──────── Supplied material ────────

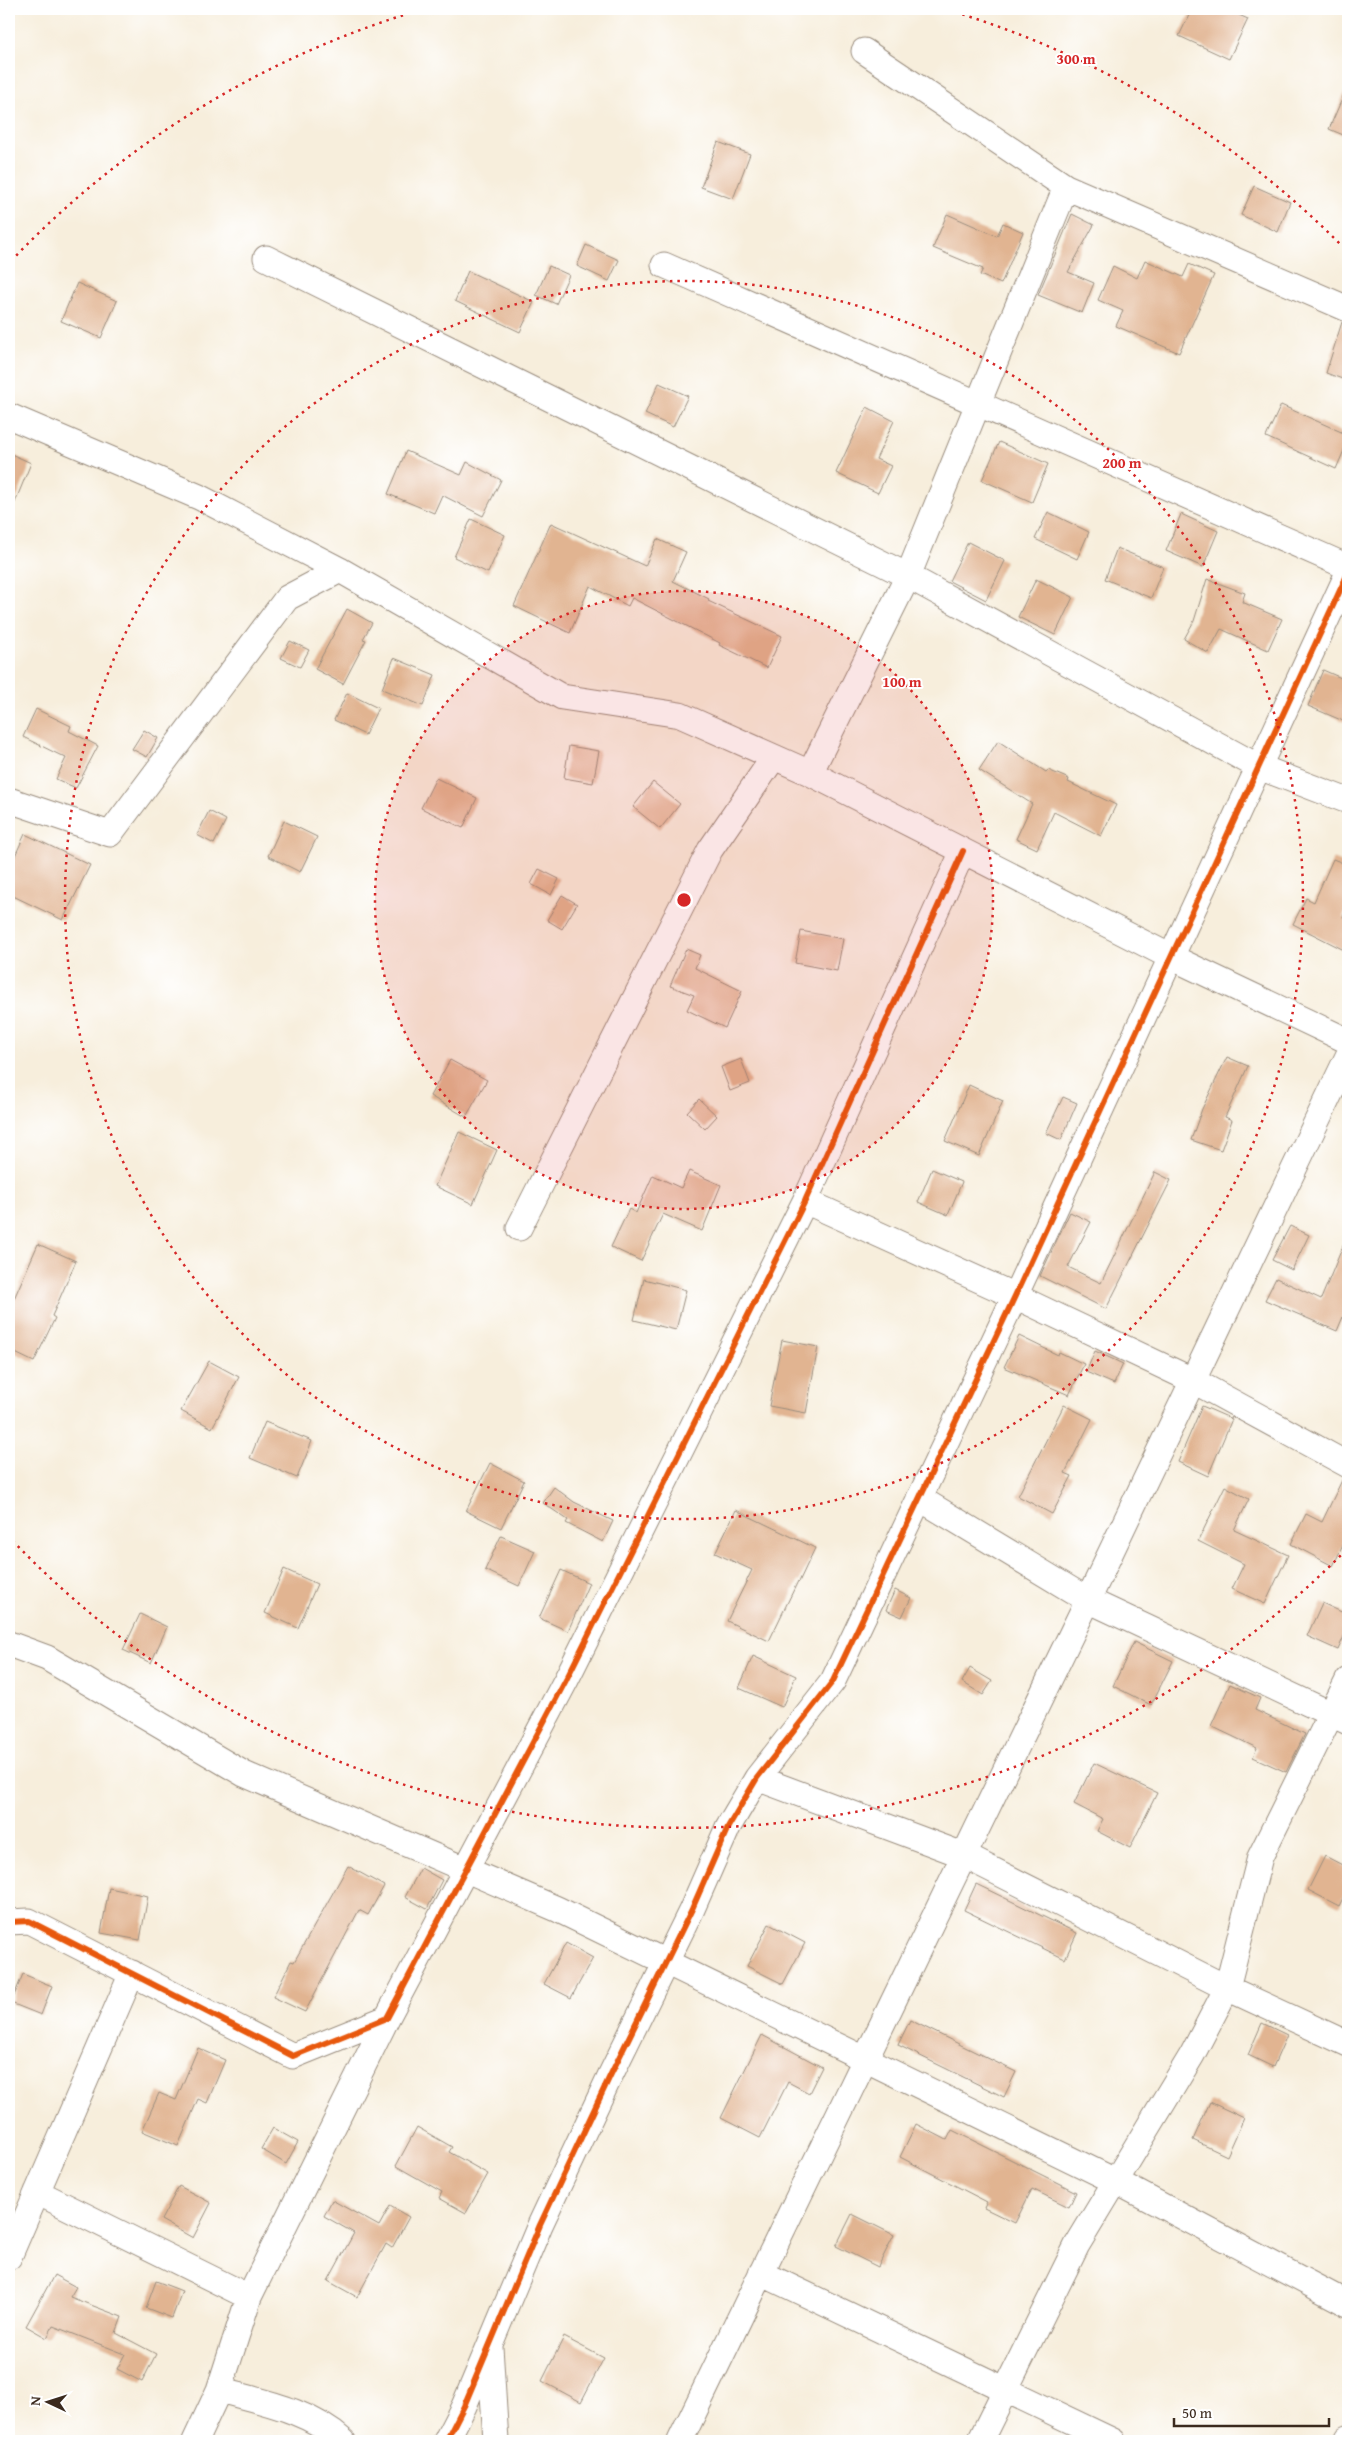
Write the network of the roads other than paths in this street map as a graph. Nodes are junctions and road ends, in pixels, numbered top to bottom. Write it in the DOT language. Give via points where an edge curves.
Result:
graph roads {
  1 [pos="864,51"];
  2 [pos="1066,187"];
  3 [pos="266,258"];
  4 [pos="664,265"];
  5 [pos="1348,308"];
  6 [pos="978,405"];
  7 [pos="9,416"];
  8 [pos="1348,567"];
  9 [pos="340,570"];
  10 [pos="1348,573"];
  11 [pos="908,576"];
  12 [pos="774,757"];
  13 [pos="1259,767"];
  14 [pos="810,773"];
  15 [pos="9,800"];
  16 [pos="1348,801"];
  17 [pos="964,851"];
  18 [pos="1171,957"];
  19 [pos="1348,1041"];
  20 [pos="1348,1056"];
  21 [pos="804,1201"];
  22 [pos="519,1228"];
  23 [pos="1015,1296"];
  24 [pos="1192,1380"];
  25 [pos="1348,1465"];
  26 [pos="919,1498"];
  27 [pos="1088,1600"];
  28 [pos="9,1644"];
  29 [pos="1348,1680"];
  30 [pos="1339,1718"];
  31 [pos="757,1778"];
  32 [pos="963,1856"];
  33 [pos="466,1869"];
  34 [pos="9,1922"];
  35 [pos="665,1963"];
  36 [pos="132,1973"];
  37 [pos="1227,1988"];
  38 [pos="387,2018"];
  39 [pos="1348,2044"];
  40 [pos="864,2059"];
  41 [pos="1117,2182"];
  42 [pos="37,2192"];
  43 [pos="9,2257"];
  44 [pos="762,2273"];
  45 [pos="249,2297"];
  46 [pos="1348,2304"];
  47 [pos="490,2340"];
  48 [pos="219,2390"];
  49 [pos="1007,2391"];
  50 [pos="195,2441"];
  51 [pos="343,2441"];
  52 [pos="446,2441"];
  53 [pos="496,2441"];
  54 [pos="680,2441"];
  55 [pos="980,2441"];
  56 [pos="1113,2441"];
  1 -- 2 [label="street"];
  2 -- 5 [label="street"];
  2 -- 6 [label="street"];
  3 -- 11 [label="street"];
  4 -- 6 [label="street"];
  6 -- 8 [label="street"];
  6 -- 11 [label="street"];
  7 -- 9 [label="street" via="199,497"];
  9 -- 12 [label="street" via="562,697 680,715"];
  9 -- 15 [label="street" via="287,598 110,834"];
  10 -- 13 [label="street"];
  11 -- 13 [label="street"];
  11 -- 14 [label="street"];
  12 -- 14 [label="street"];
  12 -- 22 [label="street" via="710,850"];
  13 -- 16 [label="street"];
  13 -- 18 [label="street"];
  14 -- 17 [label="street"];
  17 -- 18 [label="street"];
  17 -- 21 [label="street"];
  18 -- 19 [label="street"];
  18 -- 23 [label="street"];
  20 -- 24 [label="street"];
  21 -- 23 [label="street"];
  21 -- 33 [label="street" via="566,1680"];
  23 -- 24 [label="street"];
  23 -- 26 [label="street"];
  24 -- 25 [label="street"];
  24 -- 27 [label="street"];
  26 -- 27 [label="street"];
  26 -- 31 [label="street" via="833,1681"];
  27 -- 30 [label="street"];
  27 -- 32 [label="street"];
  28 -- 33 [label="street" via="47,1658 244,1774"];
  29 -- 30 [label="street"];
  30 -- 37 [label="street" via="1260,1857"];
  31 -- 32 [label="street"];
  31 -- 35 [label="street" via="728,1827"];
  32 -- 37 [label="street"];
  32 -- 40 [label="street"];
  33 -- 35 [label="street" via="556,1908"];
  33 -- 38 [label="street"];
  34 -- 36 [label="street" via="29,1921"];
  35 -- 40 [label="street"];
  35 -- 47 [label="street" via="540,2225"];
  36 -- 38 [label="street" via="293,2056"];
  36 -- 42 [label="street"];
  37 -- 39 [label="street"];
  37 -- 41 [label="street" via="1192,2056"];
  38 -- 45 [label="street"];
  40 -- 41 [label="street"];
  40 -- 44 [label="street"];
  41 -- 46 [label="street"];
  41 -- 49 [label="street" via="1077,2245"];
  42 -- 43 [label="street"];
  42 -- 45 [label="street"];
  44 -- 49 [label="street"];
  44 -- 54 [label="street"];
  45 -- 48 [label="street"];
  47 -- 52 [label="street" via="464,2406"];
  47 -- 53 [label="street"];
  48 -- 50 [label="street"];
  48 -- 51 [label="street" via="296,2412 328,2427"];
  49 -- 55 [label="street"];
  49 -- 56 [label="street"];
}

────────
──────── Supplied material ────────

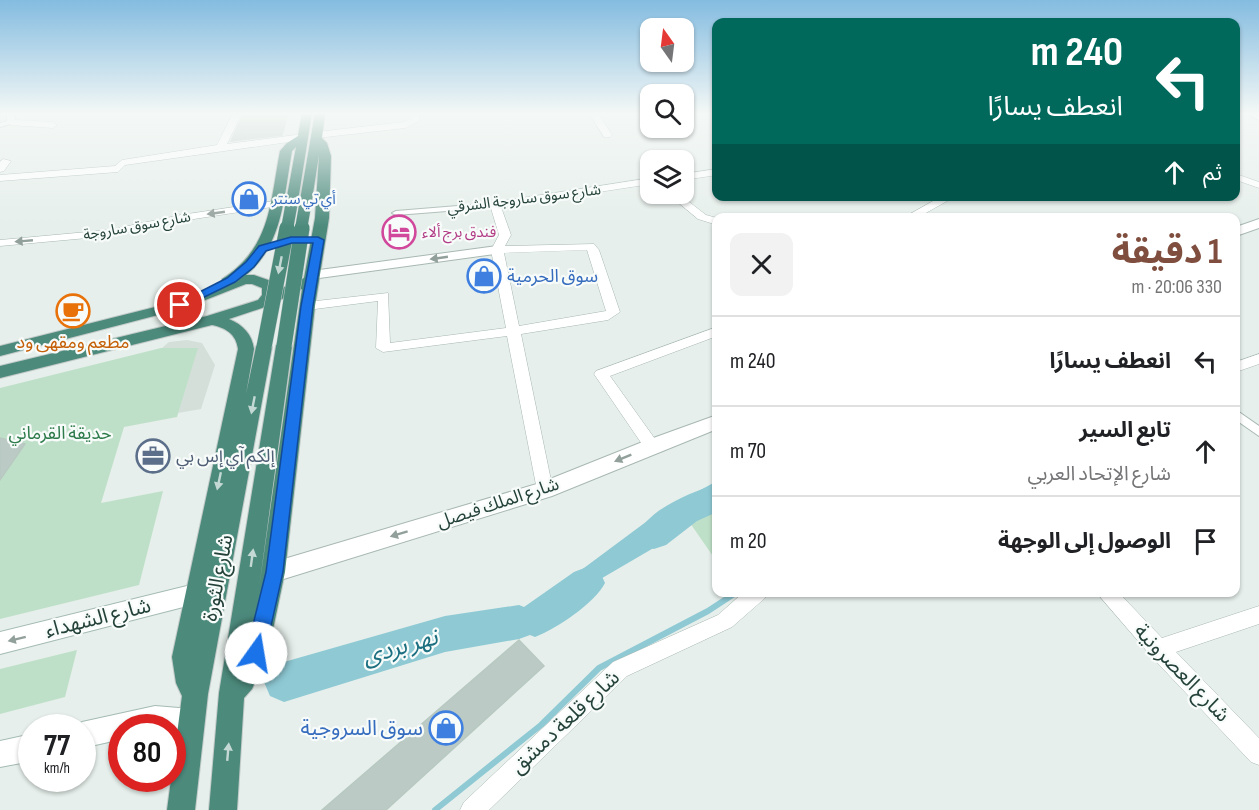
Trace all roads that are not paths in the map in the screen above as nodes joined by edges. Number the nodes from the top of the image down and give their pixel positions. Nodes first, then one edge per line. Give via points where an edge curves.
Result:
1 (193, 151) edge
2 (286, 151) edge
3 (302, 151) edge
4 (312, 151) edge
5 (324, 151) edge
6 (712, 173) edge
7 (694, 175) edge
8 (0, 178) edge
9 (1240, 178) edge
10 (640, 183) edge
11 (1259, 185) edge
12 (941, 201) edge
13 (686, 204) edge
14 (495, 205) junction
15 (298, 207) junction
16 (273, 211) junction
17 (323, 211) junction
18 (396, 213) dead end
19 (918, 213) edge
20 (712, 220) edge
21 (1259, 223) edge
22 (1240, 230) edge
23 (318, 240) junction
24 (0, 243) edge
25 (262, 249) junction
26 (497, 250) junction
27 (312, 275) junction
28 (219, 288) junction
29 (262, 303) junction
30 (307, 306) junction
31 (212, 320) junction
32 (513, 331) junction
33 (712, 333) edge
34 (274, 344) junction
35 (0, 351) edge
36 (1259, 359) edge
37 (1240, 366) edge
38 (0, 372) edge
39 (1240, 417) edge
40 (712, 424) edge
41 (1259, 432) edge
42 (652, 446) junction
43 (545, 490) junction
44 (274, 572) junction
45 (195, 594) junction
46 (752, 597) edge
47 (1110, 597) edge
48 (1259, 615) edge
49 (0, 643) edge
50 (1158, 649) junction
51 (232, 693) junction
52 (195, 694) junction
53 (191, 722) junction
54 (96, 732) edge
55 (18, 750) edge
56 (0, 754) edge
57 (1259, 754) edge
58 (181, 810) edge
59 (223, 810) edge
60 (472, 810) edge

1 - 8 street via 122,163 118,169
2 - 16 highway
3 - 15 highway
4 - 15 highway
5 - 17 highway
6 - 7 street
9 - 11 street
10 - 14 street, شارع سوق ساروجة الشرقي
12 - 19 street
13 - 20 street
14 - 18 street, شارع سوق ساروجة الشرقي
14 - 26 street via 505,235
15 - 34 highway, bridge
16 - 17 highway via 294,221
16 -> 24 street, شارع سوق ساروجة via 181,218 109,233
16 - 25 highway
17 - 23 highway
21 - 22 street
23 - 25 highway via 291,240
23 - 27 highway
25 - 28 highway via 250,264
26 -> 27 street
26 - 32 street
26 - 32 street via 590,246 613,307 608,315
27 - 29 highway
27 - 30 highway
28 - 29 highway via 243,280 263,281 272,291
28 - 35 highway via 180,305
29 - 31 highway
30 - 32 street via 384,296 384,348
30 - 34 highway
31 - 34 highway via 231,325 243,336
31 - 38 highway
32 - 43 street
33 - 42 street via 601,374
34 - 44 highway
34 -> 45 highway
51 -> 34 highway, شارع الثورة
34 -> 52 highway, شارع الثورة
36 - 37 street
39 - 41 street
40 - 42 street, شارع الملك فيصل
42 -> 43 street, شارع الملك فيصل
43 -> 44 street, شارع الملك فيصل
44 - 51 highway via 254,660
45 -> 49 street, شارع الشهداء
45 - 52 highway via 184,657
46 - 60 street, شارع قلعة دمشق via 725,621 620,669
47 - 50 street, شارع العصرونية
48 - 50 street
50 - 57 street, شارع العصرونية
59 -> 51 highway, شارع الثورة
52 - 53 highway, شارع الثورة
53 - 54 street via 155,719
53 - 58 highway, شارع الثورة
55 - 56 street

────────

#### [Exercise requirements]
Where a line of the records above holds the word "العصرونية", copy that line.

#### [Solution to this problem]
47 - 50 street, شارع العصرونية
50 - 57 street, شارع العصرونية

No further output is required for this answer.